New operators for multi‐objective clonal selection algorithms

The purpose of this paper is to present a new multi‐objective clonal selection algorithm (MCSA) for the solution of electromagnetic optimization problems.

The method performs the somatic hypermutation step using different probability distributions, balancing the local search in the algorithm. Furthermore, it includes a receptor editing operator that implicitly realizes a dynamic search over the landscape.

In order to illustrate the efficiency of MCSA, its performance is compared with the nondominated sorting genetic algorithm II (NSGA‐II) in some analytical problems and in the well‐known TEAM benchmark Problem 22. Three performance evaluation techniques are used in the comparison, and the effect of each operator of the MCSA in its accomplishment is estimated.

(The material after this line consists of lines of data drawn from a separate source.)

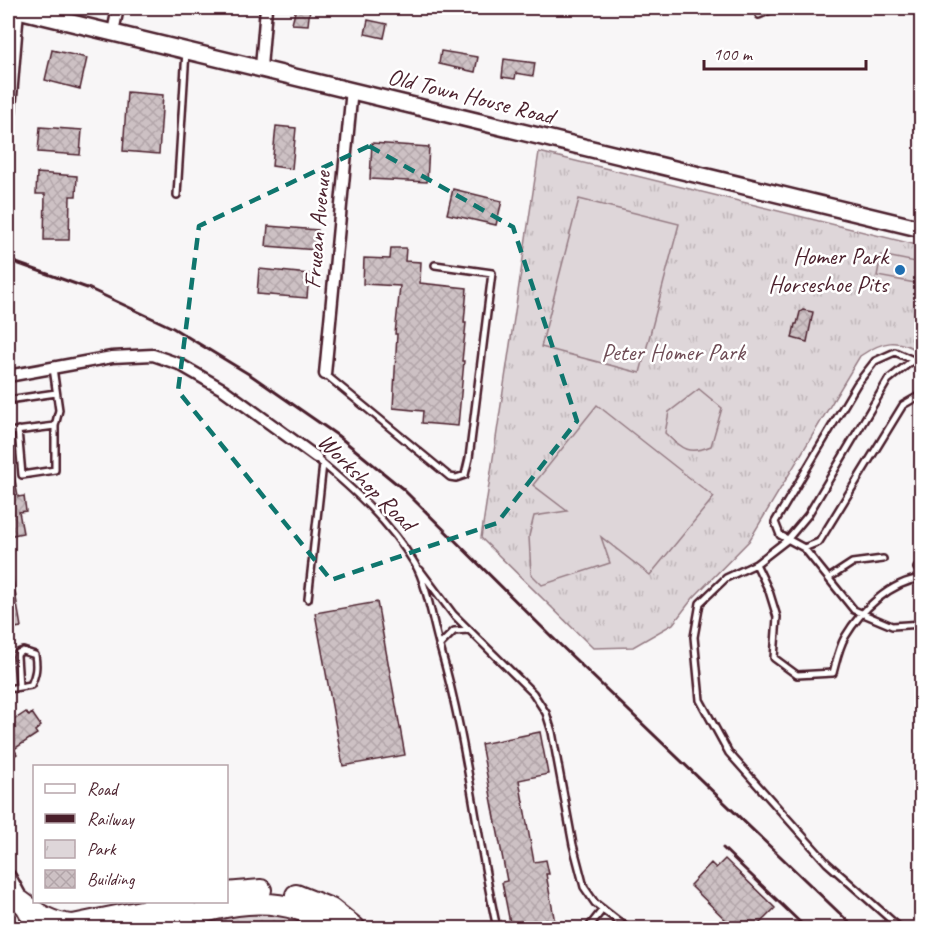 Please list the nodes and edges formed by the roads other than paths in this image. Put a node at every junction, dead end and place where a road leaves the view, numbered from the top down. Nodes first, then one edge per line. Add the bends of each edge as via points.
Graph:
1 (118, 8) edge
2 (266, 8) edge
3 (775, 8) edge
4 (14, 9) edge
5 (759, 15) dead end
6 (113, 32) junction
7 (186, 50) junction
8 (261, 67) junction
9 (352, 90) junction
10 (8, 134) edge
11 (177, 195) dead end
12 (921, 229) edge
13 (435, 265) dead end
14 (913, 360) junction
15 (921, 367) edge
16 (53, 368) junction
17 (325, 374) joint
18 (8, 376) edge
19 (56, 393) junction
20 (921, 394) edge
21 (8, 400) edge
22 (55, 426) junction
23 (18, 430) junction
24 (8, 432) edge
25 (319, 461) junction
26 (787, 540) junction
27 (804, 548) junction
28 (883, 559) dead end
29 (756, 564) junction
30 (417, 567) junction
31 (921, 578) edge
32 (829, 579) junction
33 (308, 599) dead end
34 (862, 614) junction
35 (921, 624) edge
36 (469, 630) junction
37 (439, 646) junction
38 (19, 687) junction
39 (8, 689) edge
40 (8, 878) edge
41 (228, 893) edge
42 (21, 901) junction
43 (180, 903) edge
44 (603, 909) junction
45 (113, 917) junction
46 (35, 928) edge
47 (93, 928) edge
48 (157, 928) edge
49 (334, 928) edge
50 (355, 928) edge
51 (497, 928) edge
52 (588, 928) edge
53 (627, 928) edge
54 (900, 928) edge

1 - 6 street
2 - 8 street
3 - 5 lane
4 - 6 main road, Old Town House Road
4 - 10 street
6 - 7 main road, Old Town House Road
7 - 8 main road, Old Town House Road
7 - 11 lane
8 - 9 main road, Old Town House Road
9 - 12 main road, Old Town House Road
9 - 17 street, Fruean Avenue
13 - 17 lane via 492,273 465,475 450,477
14 - 15 lane
14 - 26 lane via 888,380 808,515
14 - 26 lane via 895,352 875,361 857,384 775,522 780,535
16 - 18 street, Workshop Road
16 - 19 lane
16 - 25 street, Workshop Road via 130,355 165,358 224,390
19 - 21 lane
19 - 22 lane via 59,410
20 - 27 lane via 903,405 819,542
22 - 23 lane
22 - 23 lane via 55,470 22,475
23 - 24 lane
25 - 30 lane, Workshop Road via 384,521
25 - 33 lane
26 - 27 lane
26 - 29 lane
27 - 32 lane
28 - 32 lane via 852,563
29 - 34 lane via 770,591 777,617 774,658 797,675 833,673 843,639
29 - 54 lane via 726,578 700,603 694,637 700,700 729,753 827,863
30 - 36 lane
30 - 37 lane, Workshop Road
31 - 34 lane via 907,580
32 - 34 lane via 854,610
34 - 35 lane via 892,626
36 - 37 lane via 454,631
36 - 44 lane via 533,693 546,713 584,887
37 - 51 lane, Workshop Road via 462,740
38 - 38 lane via 30,685 37,667 35,655 23,651 16,656
38 - 39 lane
40 - 42 main road
41 - 50 highway via 261,890 299,896 331,909
42 - 45 highway via 56,923
42 - 46 main road
43 - 45 highway
44 - 52 lane
44 - 53 lane
45 - 47 highway
48 - 49 highway via 212,910 266,903 303,910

In the analytical problems, the MCSA enhanced both the extension and uniformity in its solutions, providing better Pareto‐optimal sets than the NSGA‐II. In the Problem 22, the MCSA also outperformed the NSGA‐II. The MCSA was not dominated by the NSGA‐II in the three variables case and clearly presented a better convergence speed in the eight variables problem.

This paper could be useful for researchers who deal with multi‐objective optimization problems involving high‐computational cost.

The new operators incorporated in the MCSA improved both the extension, uniformity and the convergence speed of the solutions, in terms of the number of function evaluations, representing a robust tool for real‐world optimization problems.